_TASK INSTRUCTIONS:_
Report every line of the entries that contains the word "down".

_PROVIDED MATERIAL:_
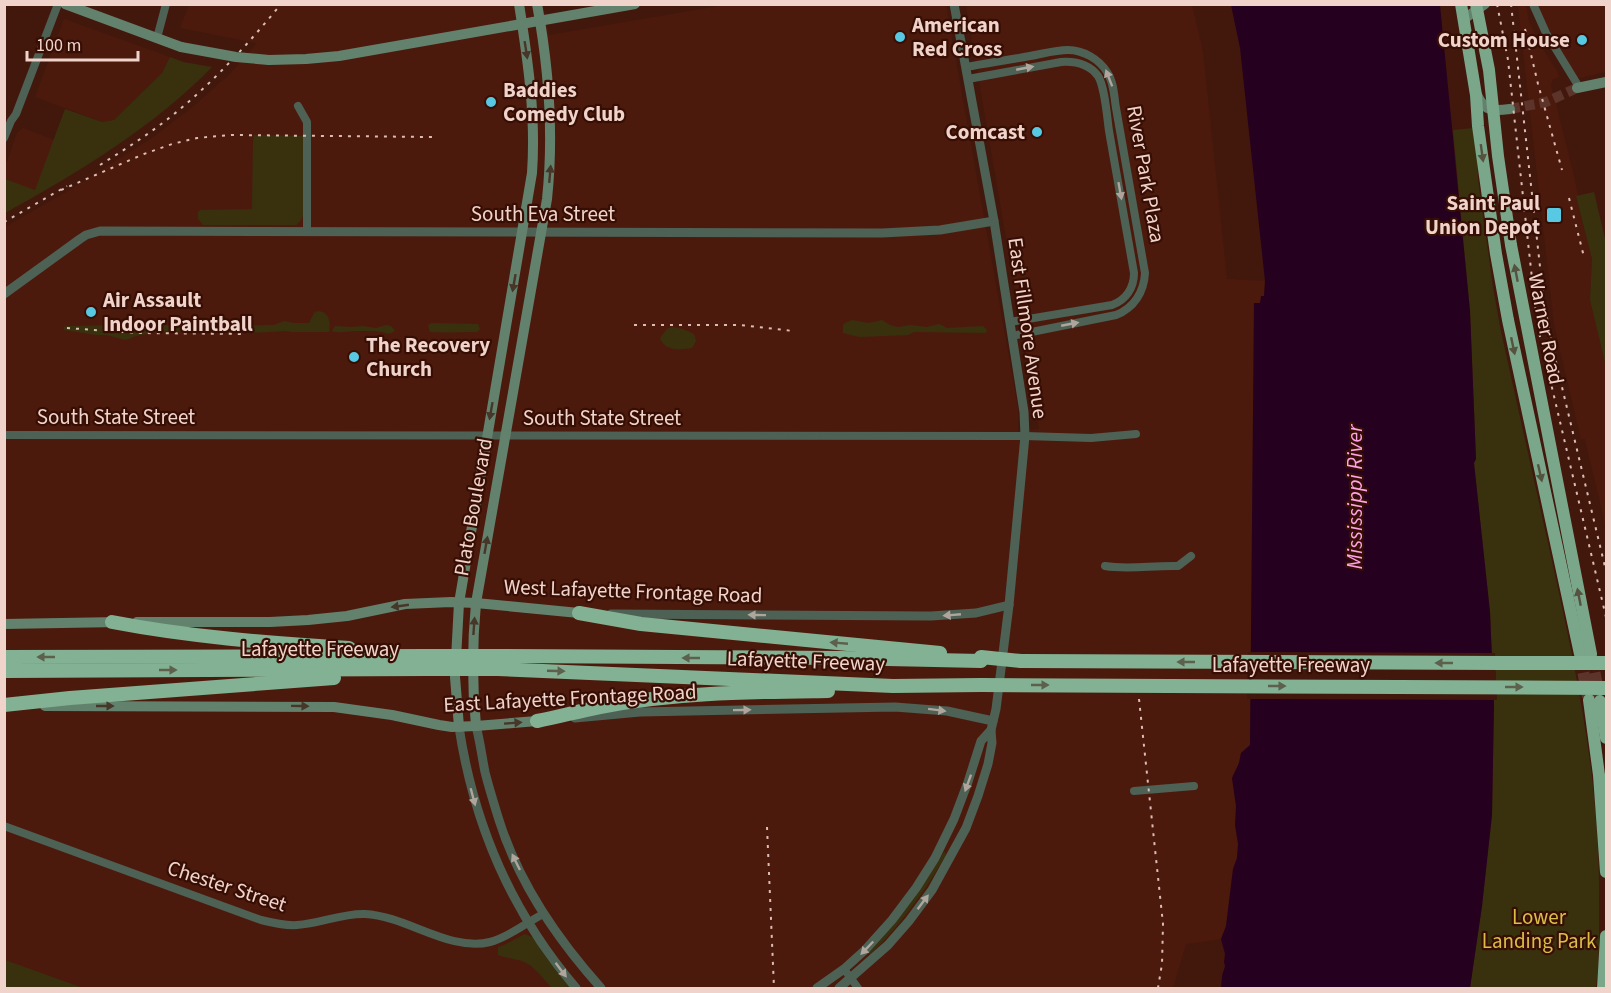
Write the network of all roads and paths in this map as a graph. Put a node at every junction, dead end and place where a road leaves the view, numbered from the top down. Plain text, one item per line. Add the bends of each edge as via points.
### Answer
* * *
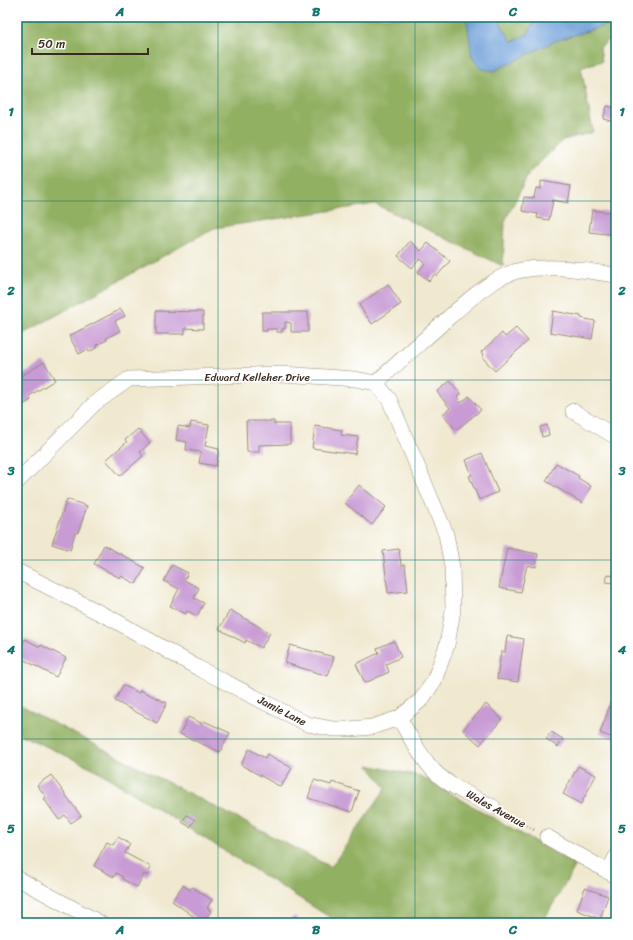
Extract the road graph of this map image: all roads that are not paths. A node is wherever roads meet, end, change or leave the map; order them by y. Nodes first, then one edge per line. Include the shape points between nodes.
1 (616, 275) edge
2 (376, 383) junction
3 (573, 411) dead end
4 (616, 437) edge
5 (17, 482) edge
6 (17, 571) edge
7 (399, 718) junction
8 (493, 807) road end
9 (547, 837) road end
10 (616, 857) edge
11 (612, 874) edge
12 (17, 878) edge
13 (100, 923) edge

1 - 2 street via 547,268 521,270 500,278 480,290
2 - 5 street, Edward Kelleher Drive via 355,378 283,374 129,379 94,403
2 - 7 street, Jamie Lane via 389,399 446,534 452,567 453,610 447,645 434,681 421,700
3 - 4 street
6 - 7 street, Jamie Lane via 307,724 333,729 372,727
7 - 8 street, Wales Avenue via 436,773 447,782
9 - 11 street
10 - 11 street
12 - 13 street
---
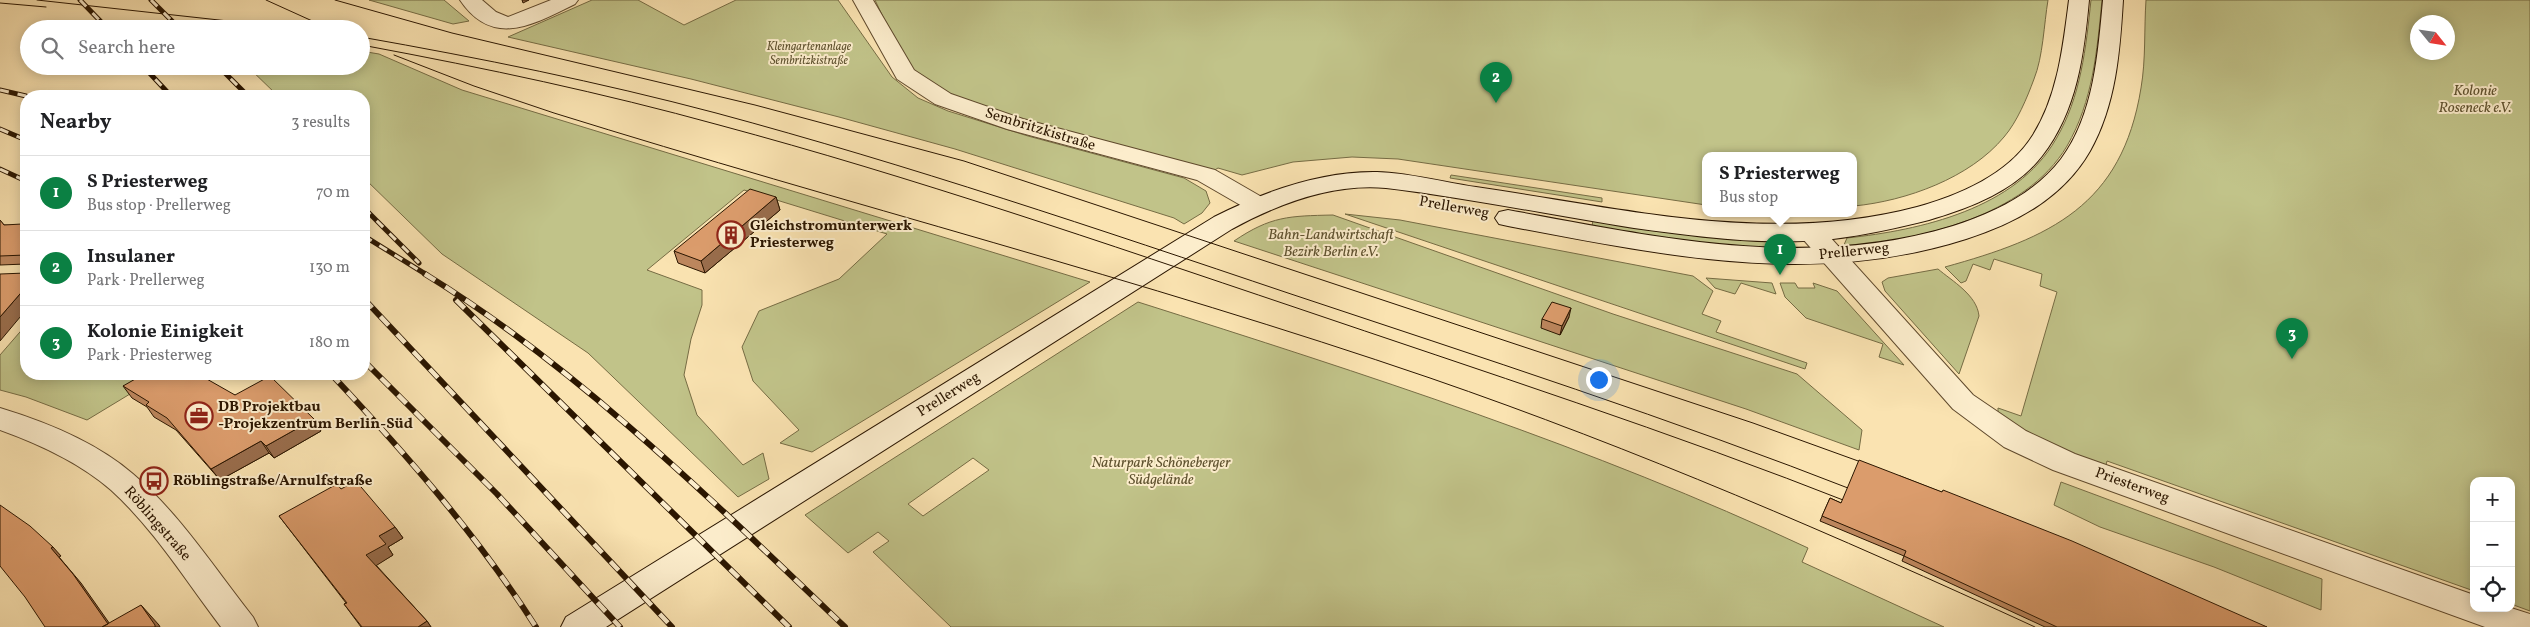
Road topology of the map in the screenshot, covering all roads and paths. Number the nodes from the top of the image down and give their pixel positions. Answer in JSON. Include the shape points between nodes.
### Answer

_EXPECTED OUTPUT:_
Write the network of all roads and paths in this map as a graph. Put a node at every junction, dead end and place where a road leaves the view, numbered from the top down. Plain text, one item per line. Add the bends of each edge as via points.
Road topology of the map in the screenshot, covering all roads and paths. Number the nodes from the top of the image down and give their pixel positions. Answer in JSON. Include the shape points between nodes.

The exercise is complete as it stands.